* _EXERCISE DIRECTIONS_
All entries are to be reproduced exactly; the pictures are to be omitted.

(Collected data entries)
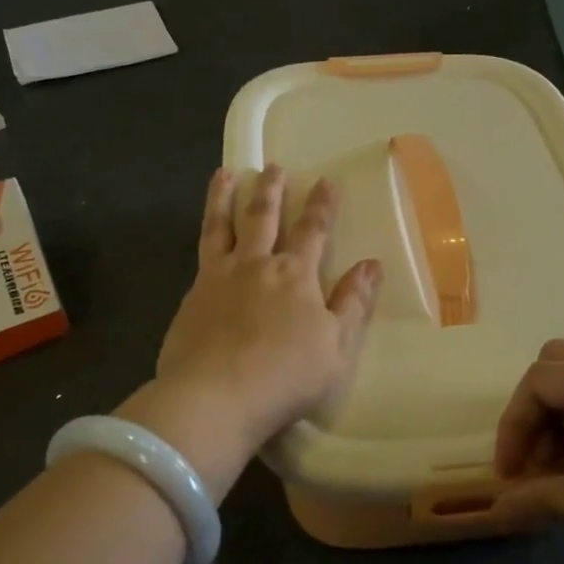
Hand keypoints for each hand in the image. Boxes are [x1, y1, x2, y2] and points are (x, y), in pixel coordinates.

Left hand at [127, 167, 380, 498]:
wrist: (215, 396)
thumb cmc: (285, 376)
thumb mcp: (336, 346)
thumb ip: (352, 303)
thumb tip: (371, 264)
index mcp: (296, 275)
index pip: (313, 231)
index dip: (321, 205)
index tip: (325, 181)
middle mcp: (257, 265)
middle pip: (265, 217)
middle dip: (272, 190)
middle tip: (274, 167)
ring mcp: (219, 277)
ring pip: (223, 225)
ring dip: (226, 196)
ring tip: (225, 173)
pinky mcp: (192, 295)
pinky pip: (201, 251)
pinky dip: (206, 231)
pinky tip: (206, 231)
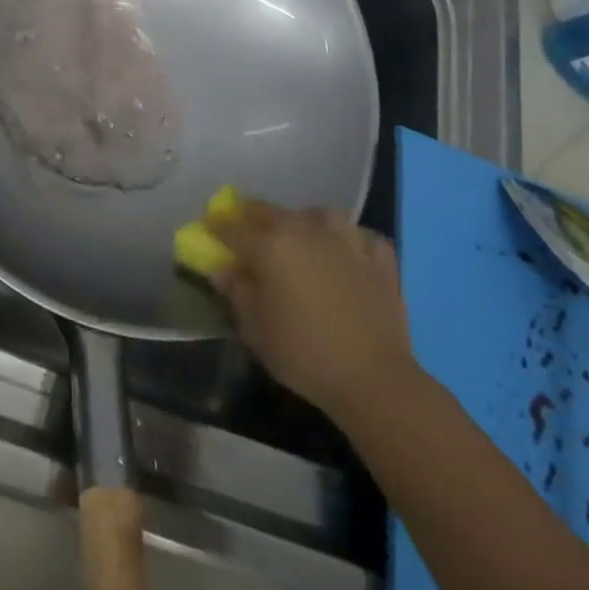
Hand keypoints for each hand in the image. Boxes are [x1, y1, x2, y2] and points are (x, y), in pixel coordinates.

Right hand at [210, 202, 418, 419]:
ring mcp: (346, 241)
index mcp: (269, 246)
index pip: (233, 228)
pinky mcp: (379, 259)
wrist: (373, 378)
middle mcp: (305, 231)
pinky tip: (347, 250)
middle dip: (253, 215)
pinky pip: (361, 236)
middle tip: (246, 227)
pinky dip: (351, 238)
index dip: (217, 226)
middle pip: (272, 211)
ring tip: (302, 232)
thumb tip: (223, 269)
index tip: (209, 227)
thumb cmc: (303, 353)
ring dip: (305, 219)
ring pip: (320, 214)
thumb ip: (236, 292)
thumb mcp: (254, 329)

* _REPLY TO THE EXERCISE_
Hand keypoints for each hand in the image. Boxes are [x1, y1, x2, y2] and points are (x, y), in pixel coordinates.

Left hand at [127, 167, 380, 498]:
wrist: (215, 396)
thumb cmc: (285, 376)
thumb mcp: (336, 346)
thumb ip: (352, 303)
thumb tip: (371, 264)
index mcp: (296, 275)
index pip: (313, 231)
index dip: (321, 205)
index tip: (325, 181)
middle mcp: (257, 265)
middle pip: (265, 217)
middle dip: (272, 190)
middle tip: (274, 167)
ring mcp: (219, 277)
ring pip: (223, 225)
ring dip: (226, 196)
ring tip: (225, 173)
pinky mcp: (192, 295)
pinky pip: (201, 251)
pinky dip: (206, 231)
pinky tip: (206, 231)
Hand keypoints for each hand in the image. Boxes are [x1, y1, x2, y2] and points are (x, y), in pixel coordinates.

Right hand at [210, 202, 418, 419]:
ring mcp: (346, 241)
index mcp: (269, 246)
index pip: (233, 228)
pinky mcp: (379, 259)
wrist: (373, 378)
middle mcp: (305, 231)
pinky tip: (347, 250)
middle dip: (253, 215)
pinky pip: (361, 236)
middle tip: (246, 227)
pinky dip: (351, 238)
index dip: (217, 226)
middle pip: (272, 211)
ring tip: (302, 232)
thumb tip: (223, 269)
index tip: (209, 227)
thumb cmc: (303, 353)
ring dip: (305, 219)
ring pip: (320, 214)
thumb ip: (236, 292)
thumb mcp: (254, 329)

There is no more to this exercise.